А может быть, она умерла? Нет, тогда бы он не ехал. Душа подсказывает, что жива, что в этом мире она есть. И душа говорит: «Отдайся этой идее — все будет хорошо, нормально. Может, еще случится коротенький безумнострастный роман. У последней черты…»
Внизу, на нижних полках — своя жизнь. Курносая молодка с коровьими глазами жалуется:
— Игрушек для детей нету. Раньше медведей плюшевых во всех магазинах чертова уйма. Лежали, как в берлогах, и зиму, и лето.
— А чего сейчас есть? Сырочком плавленым и тем подавишься, когда такие цены… — поддакивал курносый, с чуть ли не фиолетовым лицом мужичонка.
— Я на остановке стою, смотрю, машина с будкой. На будке написано «Цыплята». Очередь стоит. И я, значит, прикупила этих желтеньких комочков. Дешево что‑то взяла. Привожу цыплят своему Димке. Он рад. Сразу — играть с ними. Гоняет их своей артиллерией. Правда, двоим уже головы свернул, испытывал на прочность.

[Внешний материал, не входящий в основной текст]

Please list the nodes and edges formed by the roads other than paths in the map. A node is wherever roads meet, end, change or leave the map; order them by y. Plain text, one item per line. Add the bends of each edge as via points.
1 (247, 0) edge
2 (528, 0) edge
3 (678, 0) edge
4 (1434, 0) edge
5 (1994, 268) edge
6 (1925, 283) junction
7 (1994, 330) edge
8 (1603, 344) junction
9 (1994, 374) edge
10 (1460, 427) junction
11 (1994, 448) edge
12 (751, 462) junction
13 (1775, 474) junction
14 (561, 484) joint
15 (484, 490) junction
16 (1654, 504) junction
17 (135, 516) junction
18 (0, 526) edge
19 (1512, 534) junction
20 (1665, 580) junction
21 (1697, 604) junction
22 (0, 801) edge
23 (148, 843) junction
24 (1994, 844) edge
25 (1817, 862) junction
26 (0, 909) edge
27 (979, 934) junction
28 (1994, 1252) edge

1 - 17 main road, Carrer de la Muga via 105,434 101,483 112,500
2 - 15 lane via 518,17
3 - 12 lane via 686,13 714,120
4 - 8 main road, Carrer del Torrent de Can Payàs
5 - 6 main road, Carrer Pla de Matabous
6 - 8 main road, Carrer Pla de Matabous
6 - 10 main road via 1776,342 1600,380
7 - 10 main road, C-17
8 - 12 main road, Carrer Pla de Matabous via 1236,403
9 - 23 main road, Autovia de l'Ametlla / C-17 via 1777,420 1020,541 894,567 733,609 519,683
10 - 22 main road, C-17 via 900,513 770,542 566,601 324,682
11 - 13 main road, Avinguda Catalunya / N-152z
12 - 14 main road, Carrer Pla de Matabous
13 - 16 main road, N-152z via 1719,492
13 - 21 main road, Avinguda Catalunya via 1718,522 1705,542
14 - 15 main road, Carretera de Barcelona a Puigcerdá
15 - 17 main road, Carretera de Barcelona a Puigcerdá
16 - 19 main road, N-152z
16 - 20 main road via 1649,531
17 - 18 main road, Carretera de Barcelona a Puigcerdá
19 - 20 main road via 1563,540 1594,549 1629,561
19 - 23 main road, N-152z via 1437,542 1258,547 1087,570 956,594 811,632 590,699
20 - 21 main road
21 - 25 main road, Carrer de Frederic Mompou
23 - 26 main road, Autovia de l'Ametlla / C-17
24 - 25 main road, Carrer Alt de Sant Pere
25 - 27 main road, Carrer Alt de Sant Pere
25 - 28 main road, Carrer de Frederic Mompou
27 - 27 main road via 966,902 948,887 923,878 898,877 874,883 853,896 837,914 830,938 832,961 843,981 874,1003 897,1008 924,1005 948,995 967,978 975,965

— Какая разница! Он бы так и с грузовичком поступил, с любыми машинками. А магазинные игрушки сейчас подороже желторотиков — цыплят, вот люди на игрушки их и хватают.
«А я еще хотел оставаться в этом мире», — ужаснулся Калачев. И женщина ведь добрая, только что звала чай пить, развязала узелок с жареной курицей, с домашним сыром, с домашней колбасой. Хлебосолка. Как же такое несовместимое гнездится в человеке! И день, и ночь маялся Калачев в грязном и липком вагоне, места себе не находил. Он никому ничего не рассказывал, только в окошко глядел да удивлялся превращениям внутри себя. Чем дальше он уезжал от дома, тем прочнее он забывал все домашнее. Никак теперь вот не вспомнит, какого цвета волосы у Татьяны. Черные? Белые? Убей — не помнит. Как звали дочку, его собственную? Что‑то плавное с волнами. Опять — провал в памяти. Кажется, на букву «Э». Элла? Дом — отрезанный ломоть. Одновременно с забыванием яснее и ярче виделось прошлое. К нему примешивались видения с разрывами снарядов, пением какого‑то гимна на немецком языке. Пел этот гимн невысокого роста человек с внимательными и печальными глазами. Немецкий солдат достаточно часто взглядывал на часики. Внимательно приглядеться — это его, Володины, часы.
Жена забывалась, но все ярче в памяти проявлялась она — Таня Перепелкина, в бумажной кофточке. То она, а то солдат немецкой армии. Очнулся Калачев тогда, когда испуганно дернулся поезд, когда стало ясно, что именно это конец его дороги.
В город надо было идти следом за всей толпой, подняться по переходному мостику, идти над рельсами. Как крепко пахнет дерущим все внутренности креозотом. Навстречу ковыляет бабушка, глаза у нее часто моргают. Сколько энергии тратит бабушка на моргание, больше, чем на ходьбу! Мысли невпопад, не о том надо думать. А у этого пожилого мужчины с аккуратным брюшком, правильного, наутюженного, расчесанного, можно спросить. И он отвечает:
— Вот как сойдете с трапа, так — налево, там красное кирпичное здание встретите. Решетка на воротах медная: смело идите вперед с полкилометра. Улица Резерфорда или Чиняевская, там и воткнетесь в городской отдел народного образования, — раскладывал он по полочкам, аккуратист.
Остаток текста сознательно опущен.